29 You must collect the above information for any individual: 1) hired on or after January 1, 2014; or 2) hired before that date but for whom no applicable statutory or regulatory background screening standards were in effect at the time of hire, or the applicable standards were not used to screen that individual.
30 You are not required to provide training to loan originators who operate under a brokerage agreement with your credit union.
31 Individual loan originators are not required to receive training on requirements and standards that apply to types of mortgage loans they do not originate or on subjects on which they already have knowledge and skill.
32 12 CFR § 1026.25. If your credit union meets the definition of a creditor that is not a loan originator organization for purposes of the compensation provisions (not a table-funded creditor), you must maintain records sufficient to evidence:
- All compensation you pay to loan originators; and
- The compensation agreements that govern those payments.
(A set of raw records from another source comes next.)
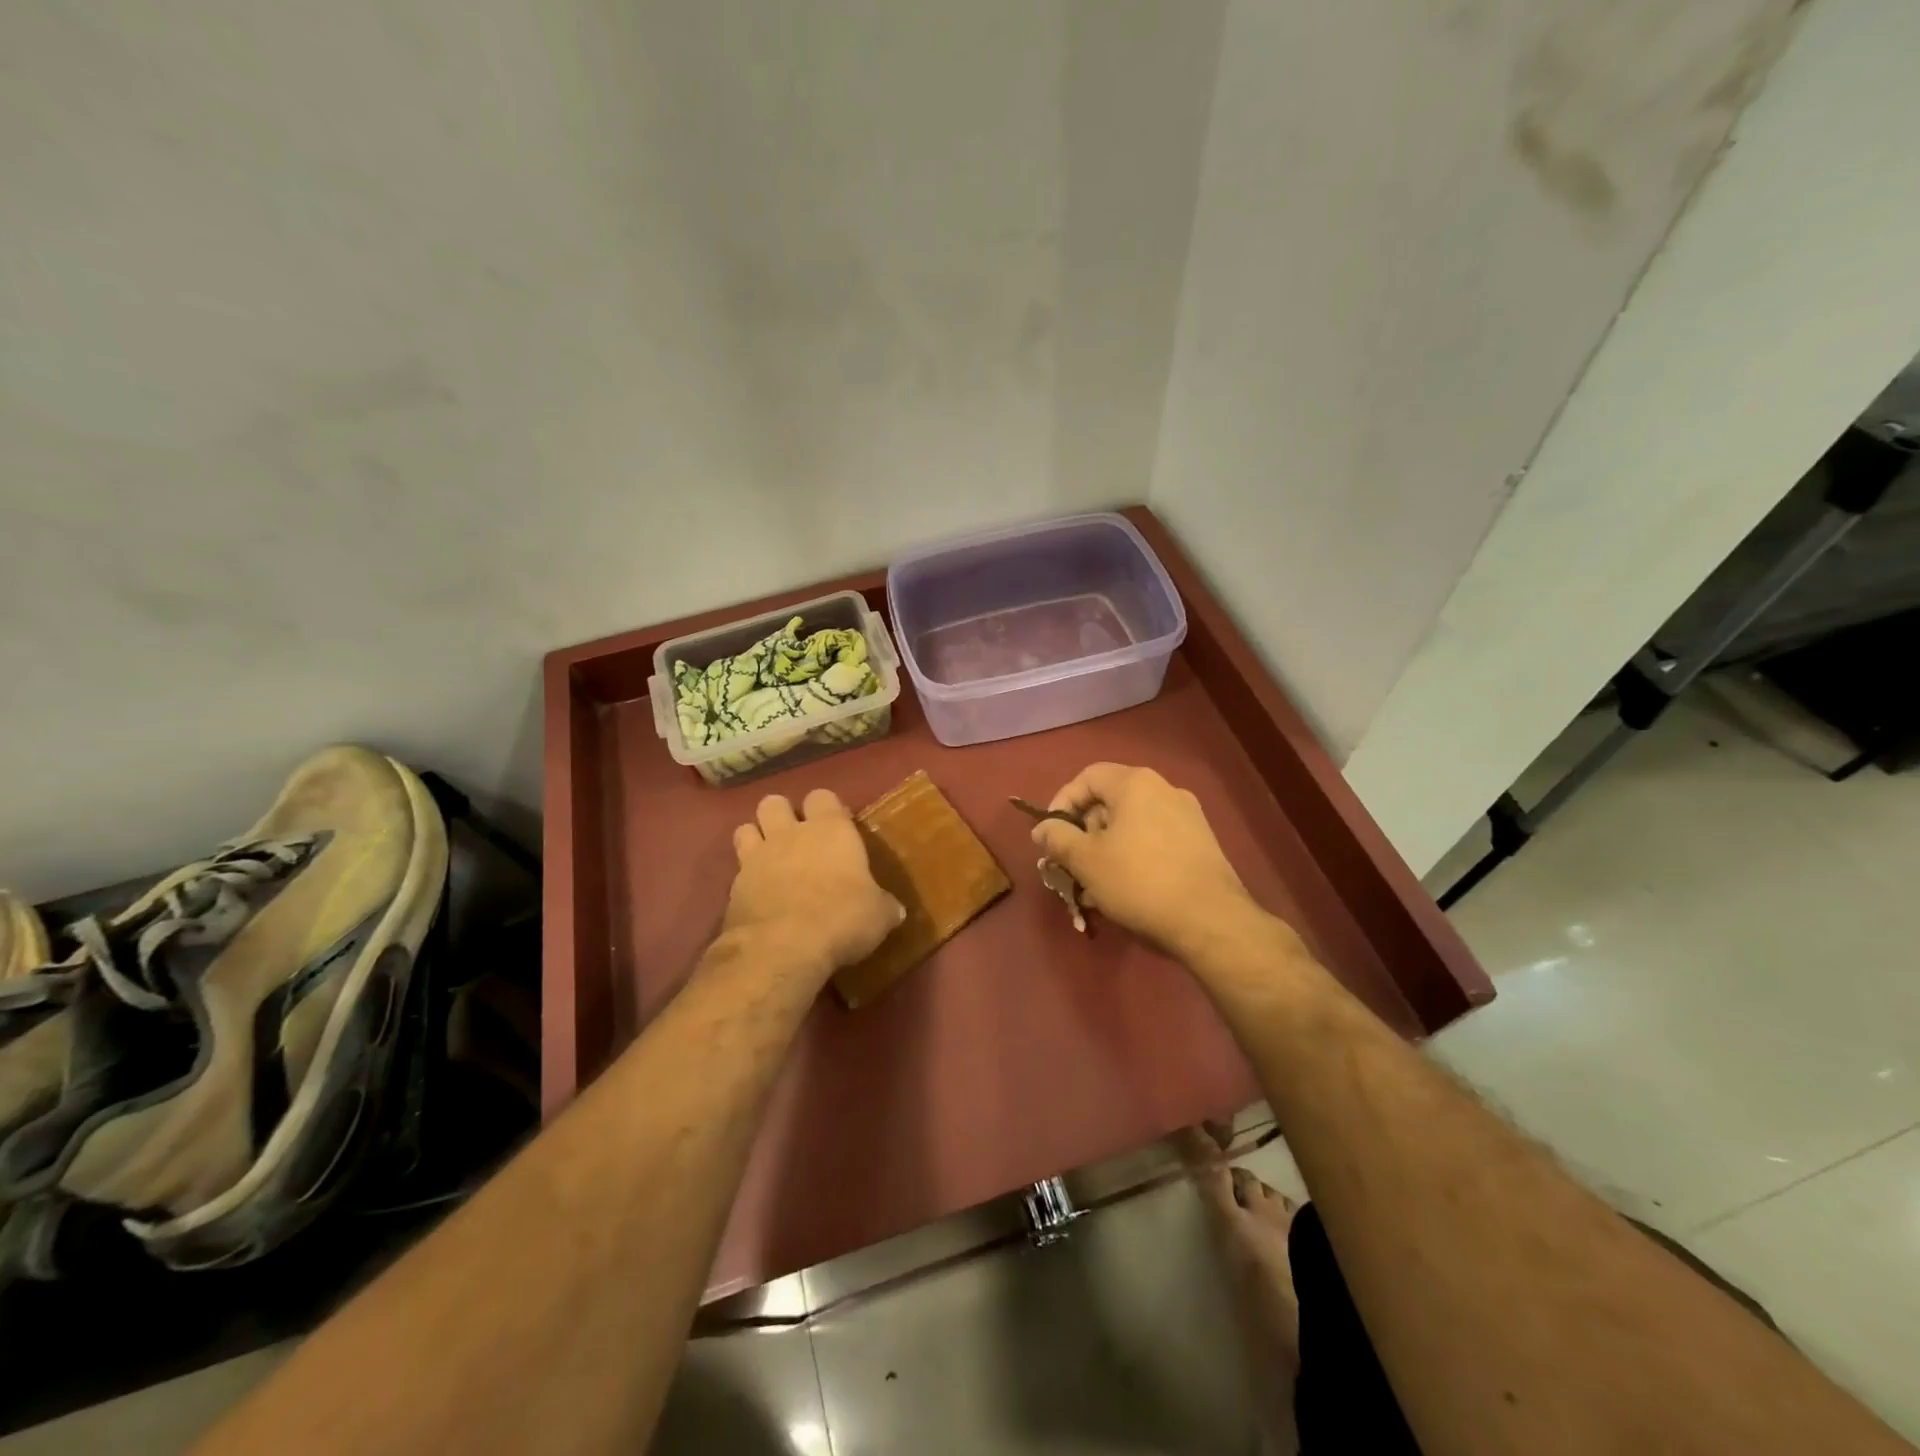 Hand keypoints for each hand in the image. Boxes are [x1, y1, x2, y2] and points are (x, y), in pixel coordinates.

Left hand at [722, 789, 904, 981]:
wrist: (782, 947)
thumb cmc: (841, 918)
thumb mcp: (878, 915)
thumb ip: (883, 906)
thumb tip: (894, 910)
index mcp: (831, 830)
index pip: (823, 797)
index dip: (827, 810)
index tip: (836, 829)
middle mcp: (790, 834)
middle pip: (774, 803)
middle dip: (781, 815)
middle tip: (796, 840)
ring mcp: (757, 857)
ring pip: (746, 828)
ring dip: (756, 839)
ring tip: (770, 860)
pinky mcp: (733, 886)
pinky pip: (737, 870)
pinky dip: (745, 879)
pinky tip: (758, 897)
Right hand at [1030, 763, 1256, 957]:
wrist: (1210, 921)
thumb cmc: (1139, 881)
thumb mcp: (1086, 860)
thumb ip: (1058, 837)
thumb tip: (1043, 828)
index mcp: (1136, 784)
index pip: (1087, 777)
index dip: (1062, 803)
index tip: (1050, 835)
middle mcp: (1165, 790)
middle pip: (1110, 802)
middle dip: (1083, 834)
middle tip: (1070, 866)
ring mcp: (1188, 817)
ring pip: (1131, 826)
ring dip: (1105, 851)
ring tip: (1092, 889)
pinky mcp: (1200, 844)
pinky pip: (1153, 841)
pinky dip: (1132, 859)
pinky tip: (1123, 892) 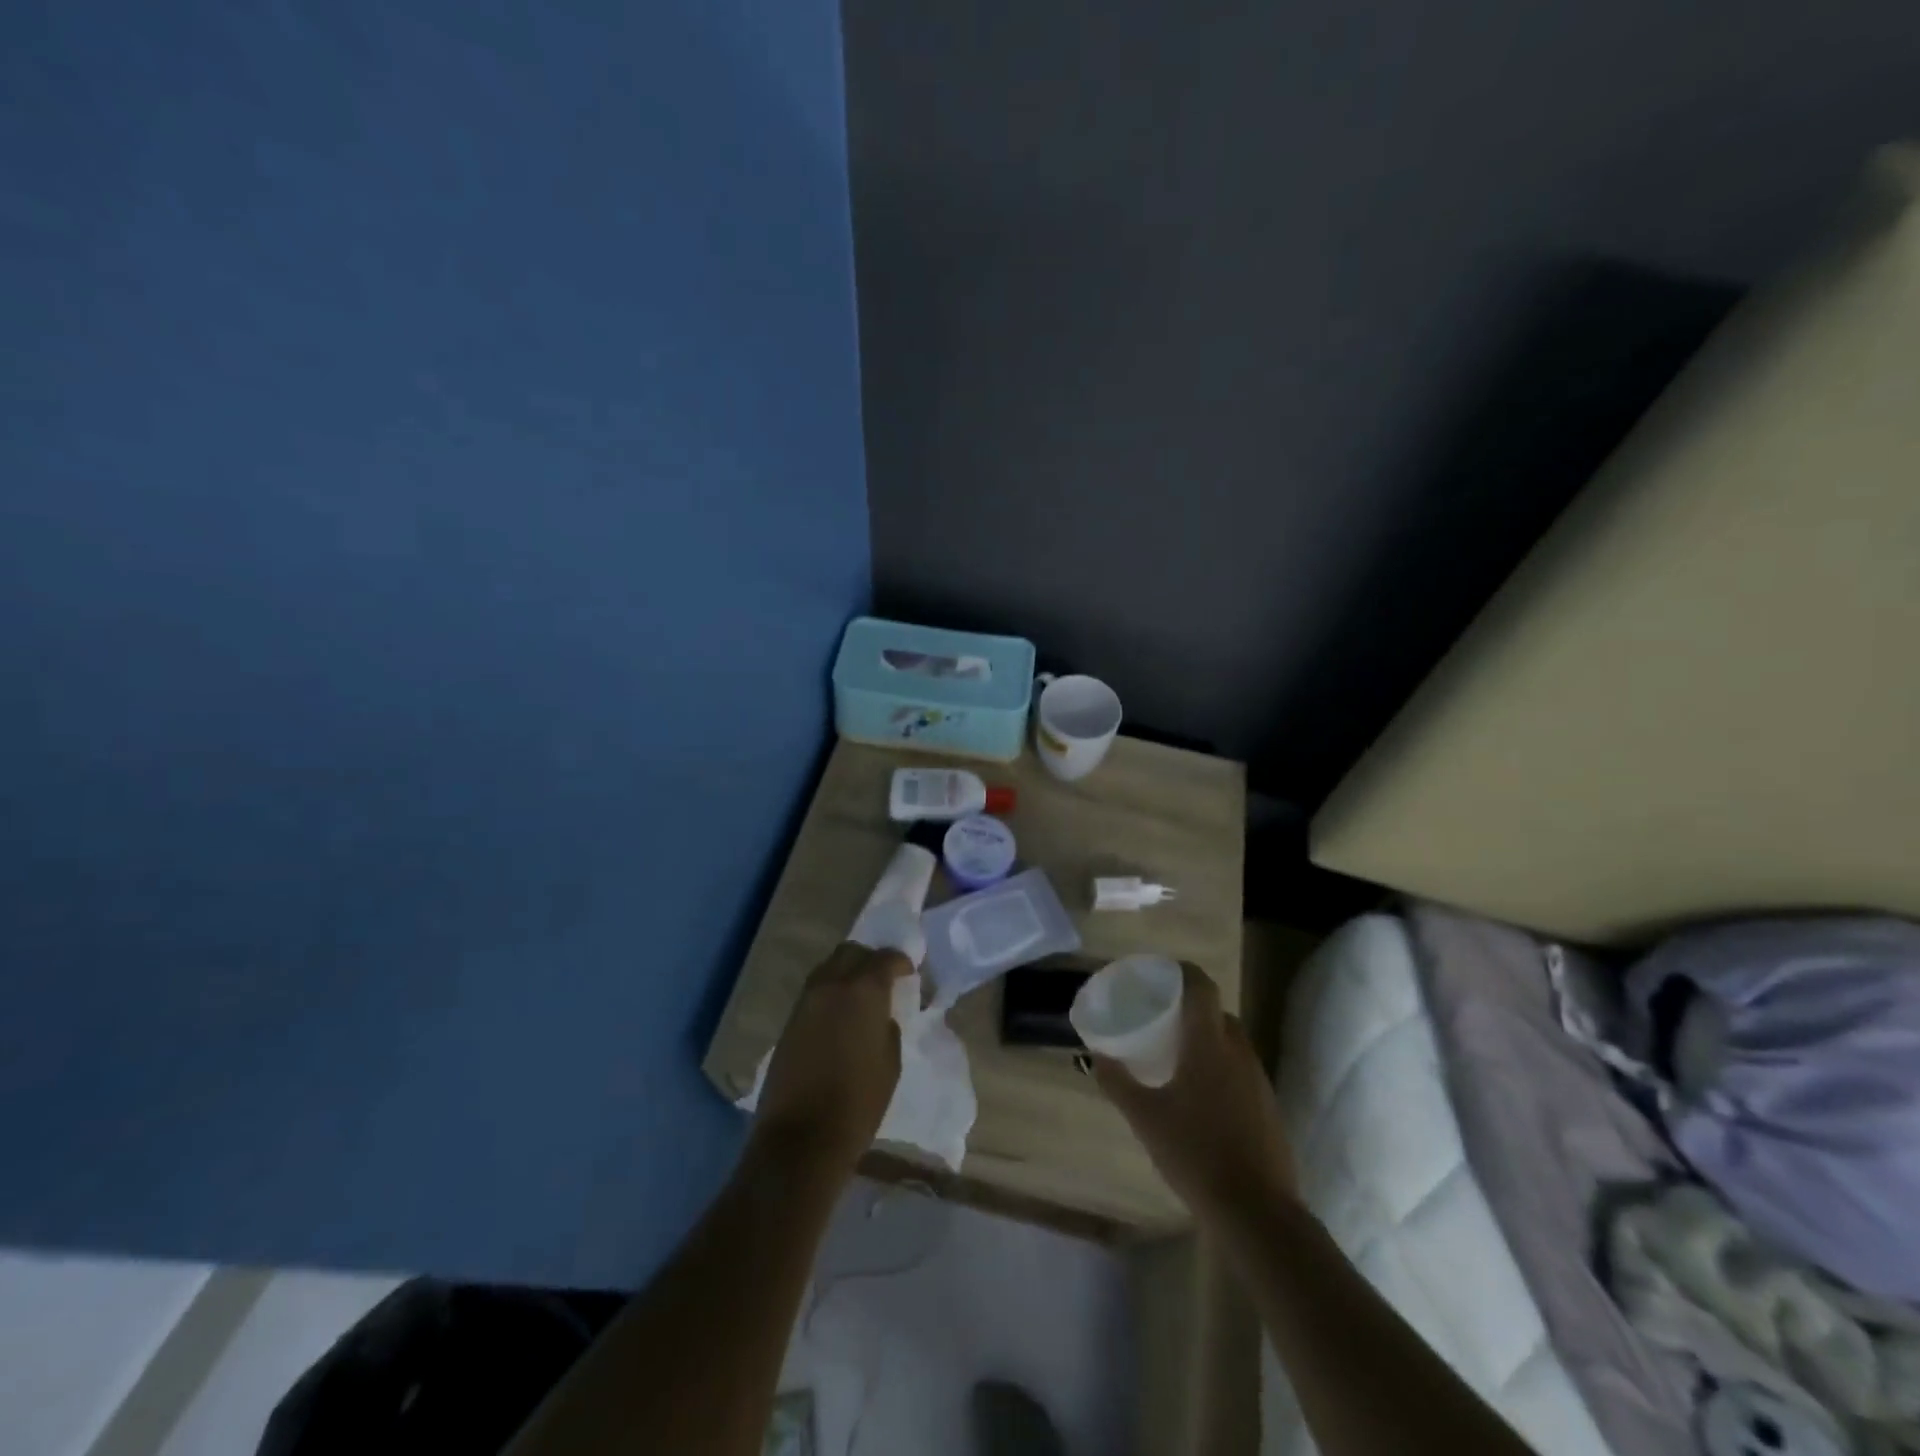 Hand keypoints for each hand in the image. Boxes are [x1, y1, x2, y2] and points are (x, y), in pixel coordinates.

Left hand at [749, 943, 911, 1174]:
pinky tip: (840, 1014)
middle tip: (884, 978)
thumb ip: (888, 1027)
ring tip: (861, 996)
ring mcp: (806, 1001)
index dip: (900, 961)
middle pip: (851, 953)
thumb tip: (880, 1016)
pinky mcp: (789, 1021)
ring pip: (828, 968)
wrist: (801, 1138)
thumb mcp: (890, 1064)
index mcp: (863, 991)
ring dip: (847, 973)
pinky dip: (830, 993)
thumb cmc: (858, 1103)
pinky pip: (814, 992)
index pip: (885, 959)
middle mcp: (831, 985)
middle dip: (869, 959)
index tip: (909, 972)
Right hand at [1092, 962, 1297, 1221]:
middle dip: (1189, 1008)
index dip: (1182, 972)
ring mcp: (1258, 1079)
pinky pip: (1240, 1069)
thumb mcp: (1144, 1117)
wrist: (1257, 1212)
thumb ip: (1117, 1081)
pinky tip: (1200, 1094)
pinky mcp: (1268, 1106)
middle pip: (1216, 1011)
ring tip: (1175, 1054)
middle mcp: (1238, 1051)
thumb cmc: (1194, 1153)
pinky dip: (1220, 1065)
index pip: (1201, 986)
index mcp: (1209, 1043)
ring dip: (1206, 1037)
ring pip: (1230, 1041)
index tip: (1159, 975)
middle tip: (1159, 1017)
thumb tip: (1094, 1055) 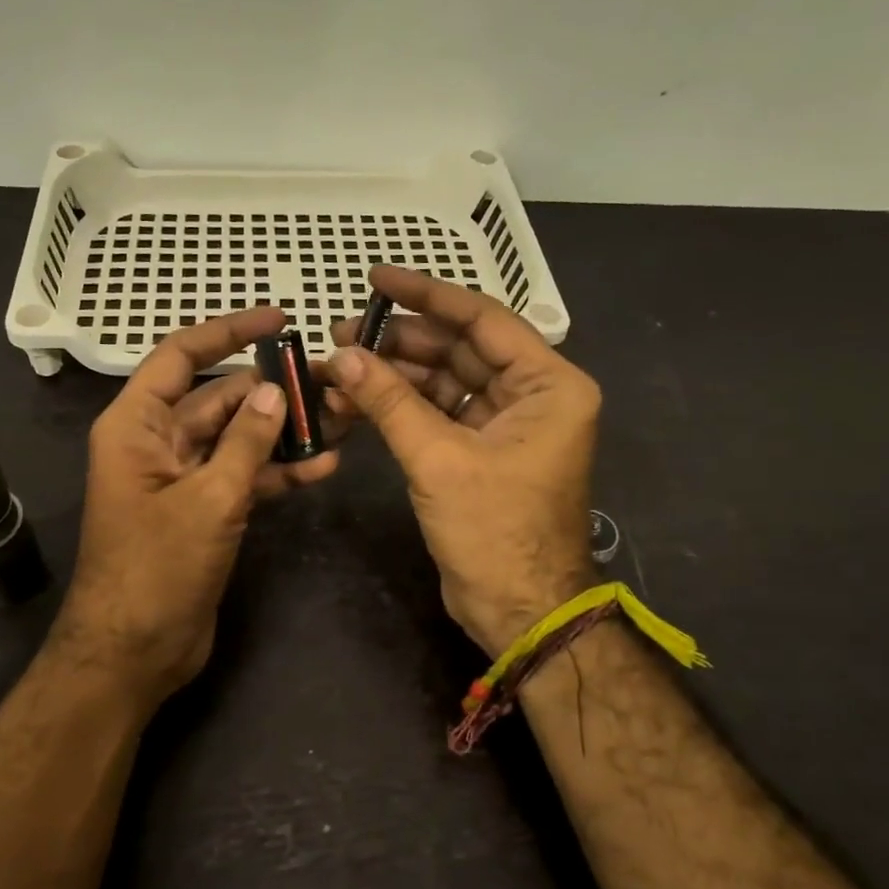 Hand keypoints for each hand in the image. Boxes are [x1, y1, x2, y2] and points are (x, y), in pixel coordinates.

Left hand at [55, 307, 340, 702]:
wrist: (135, 652)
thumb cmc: (156, 568)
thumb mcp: (208, 499)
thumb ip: (245, 442)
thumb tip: (275, 390)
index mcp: (137, 425)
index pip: (181, 357)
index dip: (227, 331)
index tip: (278, 319)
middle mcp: (158, 443)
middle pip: (218, 398)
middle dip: (270, 390)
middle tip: (326, 380)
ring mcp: (183, 478)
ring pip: (237, 439)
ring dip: (281, 432)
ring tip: (337, 420)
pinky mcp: (204, 511)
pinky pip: (243, 478)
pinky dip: (277, 472)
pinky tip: (322, 467)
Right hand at [330, 266, 597, 654]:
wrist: (518, 609)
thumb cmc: (494, 531)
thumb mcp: (439, 459)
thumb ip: (390, 401)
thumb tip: (341, 356)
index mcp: (548, 385)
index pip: (483, 320)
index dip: (427, 296)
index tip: (377, 279)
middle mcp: (533, 396)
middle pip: (460, 349)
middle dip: (401, 341)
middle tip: (342, 333)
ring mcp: (506, 424)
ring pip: (445, 382)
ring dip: (395, 375)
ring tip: (339, 366)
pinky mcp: (481, 451)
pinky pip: (439, 414)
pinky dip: (401, 407)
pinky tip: (358, 398)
34 Your credit union does not need to include the information more than once on each of the specified loan documents. For example, you do not have to include the information on each page of a loan document. Additionally, if the individual loan originator with primary responsibility for a transaction changes, your credit union does not have to reissue previously completed documents merely to update a loan originator name and NMLSR ID. Going forward, your credit union would need to include on loan documents the information about the individual who now has primary responsibility, and would not include the information about the individual who formerly had primary responsibility.
35 For certain time-share plans, a contract or other agreement could bar a consumer from bringing a claim in court asserting a violation of any federal law.
36 As with the prohibitions against mandatory arbitration, after a dispute or claim under the transaction arises, a member, creditor, or any assignee may agree to settle or to use arbitration or another non-judicial procedure to resolve the dispute or claim.
37 The rule excludes credit unemployment insurance from the definition of “credit insurance” if:
- The credit unemployment insurance premiums are reasonable;
- Your credit union receives no direct or indirect compensation in connection with the credit unemployment insurance premiums; and
- The credit unemployment insurance premiums are paid pursuant to a separate insurance contract and are not paid to any of your credit union’s affiliates.
38 This prohibition does not apply to credit insurance when the premiums or fees are calculated and paid in full on a monthly basis. Premiums are calculated on a monthly basis if they are determined mathematically by multiplying a rate by the actual monthly outstanding balance.